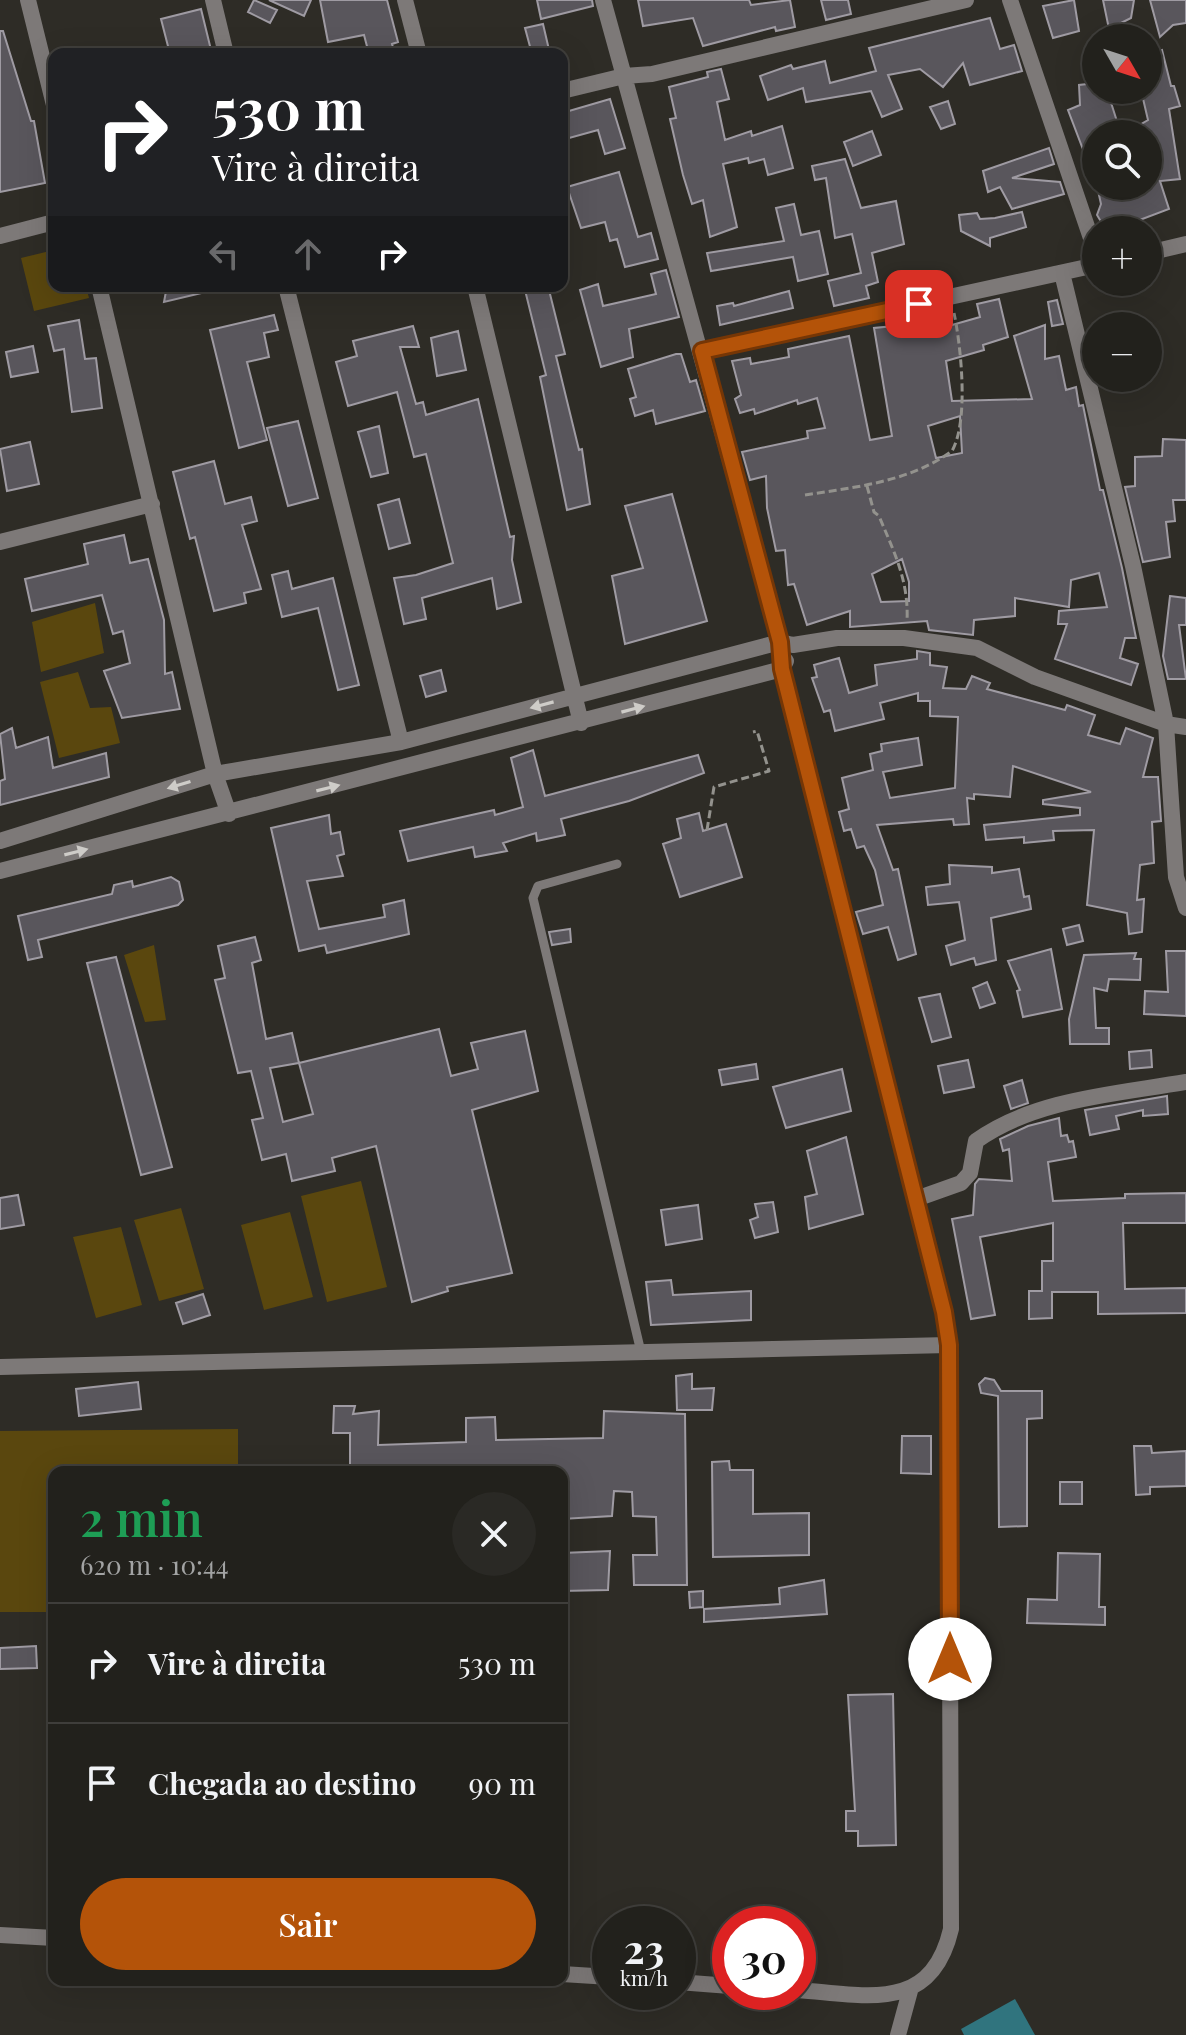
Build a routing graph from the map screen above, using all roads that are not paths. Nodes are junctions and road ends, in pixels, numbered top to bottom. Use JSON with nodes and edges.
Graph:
{"nodes":[{"id":1,"x":28,"y":0,"type":"edge"},
{"id":2,"x":213,"y":0,"type":"edge"},
{"id":3,"x":405,"y":0,"type":"edge"},
{"id":4,"x":603,"y":0,"type":"edge"},
{"id":5,"x":966,"y":0,"type":"edge"},
{"id":6,"x":1010,"y":0,"type":"edge"},
{"id":7,"x":225,"y":48,"type":"edge"},
{"id":8,"x":417,"y":48,"type":"edge"},
{"id":9,"x":624,"y":76,"type":"junction"},
{"id":10,"x":48,"y":81,"type":"edge"},
{"id":11,"x":568,"y":90,"type":"edge"},
{"id":12,"x":1083,"y":216,"type":"edge"},
{"id":13,"x":48,"y":224,"type":"edge"},
{"id":14,"x":0,"y":236,"type":"edge"},
{"id":15,"x":1186,"y":244,"type":"edge"},
{"id":16,"x":1162,"y":250,"type":"edge"},
{"id":17,"x":1082,"y":268,"type":"edge"},
{"id":18,"x":1062,"y":273,"type":"junction"},
{"id":19,"x":100,"y":292,"type":"edge"},
{"id":20,"x":288,"y":292,"type":"edge"},
{"id":21,"x":476,"y":292,"type":"edge"},
{"id":22,"x":702,"y":351,"type":"junction"},
{"id":23,"x":152,"y":504,"type":"junction"},
{"id":24,"x":0,"y":542,"type":"edge"},
{"id":25,"x":787,"y":644,"type":"junction"},
{"id":26,"x":782,"y":669,"type":"junction"},
{"id":27,"x":573,"y":697,"type":"junction"},
{"id":28,"x":581,"y":723,"type":"junction"},
{"id":29,"x":1166,"y":724,"type":"junction"},
{"id":30,"x":1186,"y":727,"type":"edge"},
{"id":31,"x":401,"y":742,"type":"junction"},
{"id":32,"x":215,"y":774,"type":"junction"},
{"id":33,"x":229,"y":814,"type":"junction"},
{"id":34,"x":0,"y":841,"type":"edge"},
{"id":35,"x":617,"y":864,"type":"dead end"},
{"id":36,"x":0,"y":871,"type":"edge"},
{"id":37,"x":1186,"y":908,"type":"edge"},
{"id":38,"x":1186,"y":1082,"type":"edge"},
{"id":39,"x":916,"y":1199,"type":"junction"},
{"id":40,"x":949,"y":1345,"type":"junction"},
{"id":41,"x":641,"y":1352,"type":"junction"},
{"id":42,"x":0,"y":1367,"type":"edge"},
{"id":43,"x":0,"y":1935,"type":"edge"},
{"id":44,"x":48,"y":1938,"type":"edge"},
{"id":45,"x":568,"y":1974,"type":"edge"},
{"id":46,"x":592,"y":1976,"type":"edge"},
{"id":47,"x":816,"y":1991,"type":"edge"},
{"id":48,"x":910,"y":1991,"type":"junction"},
{"id":49,"x":898,"y":2035,"type":"edge"}],
"edges":[{"from":1,"to":10,"type":"street"},
{"from":2,"to":7,"type":"street"},
{"from":3,"to":8,"type":"street"},
{"from":4,"to":9,"type":"street"},
{"from":5,"to":9,"type":"street"},
{"from":6,"to":12,"type":"street"},
{"from":9,"to":11,"type":"street"},
{"from":9,"to":22,"type":"street"},
{"from":13,"to":14,"type":"street"},
{"from":15,"to":16,"type":"street"},
{"from":17,"to":18,"type":"street"},
{"from":18,"to":22,"type":"street"},
{"from":18,"to":29,"type":"street"},
{"from":19,"to":23,"type":"street"},
{"from":20,"to":31,"type":"street"},
{"from":21,"to":27,"type":"street"},
{"from":22,"to":25,"type":"street"},
{"from":23,"to":24,"type":"street"},
{"from":23,"to":32,"type":"street"},
{"from":25,"to":26,"type":"street"},
{"from":25,"to":27,"type":"street"},
{"from":25,"to":29,"type":"street"},
{"from":28,"to":26,"type":"street","one_way":true},
{"from":26,"to":39,"type":"street"},
{"from":27,"to":28,"type":"street"},
{"from":27,"to":31,"type":"street","one_way":true},
{"from":33,"to":28,"type":"street","one_way":true},
{"from":29,"to":30,"type":"street"},
{"from":29,"to":37,"type":"street"},
{"from":31,"to":32,"type":"street"},
{"from":32,"to":33,"type":"street"},
{"from":32,"to":34,"type":"street","one_way":true},
{"from":36,"to":33,"type":"street","one_way":true},
{"from":35,"to":41,"type":"lane"},
{"from":38,"to":39,"type":"street"},
{"from":39,"to":40,"type":"street"},
{"from":40,"to":41,"type":"street"},
{"from":40,"to":48,"type":"street"},
{"from":41,"to":42,"type":"street"},
{"from":43,"to":44,"type":"street"},
{"from":45,"to":46,"type":"street"},
{"from":47,"to":48,"type":"street"},
{"from":48,"to":49,"type":"street"}]}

**What to work on**
Among the entries, find every line holding "true" and return it.

**Solution**
{"from":28,"to":26,"type":"street","one_way":true},
{"from":27,"to":31,"type":"street","one_way":true},
{"from":33,"to":28,"type":"street","one_way":true},
{"from":32,"to":34,"type":"street","one_way":true},
{"from":36,"to":33,"type":"street","one_way":true},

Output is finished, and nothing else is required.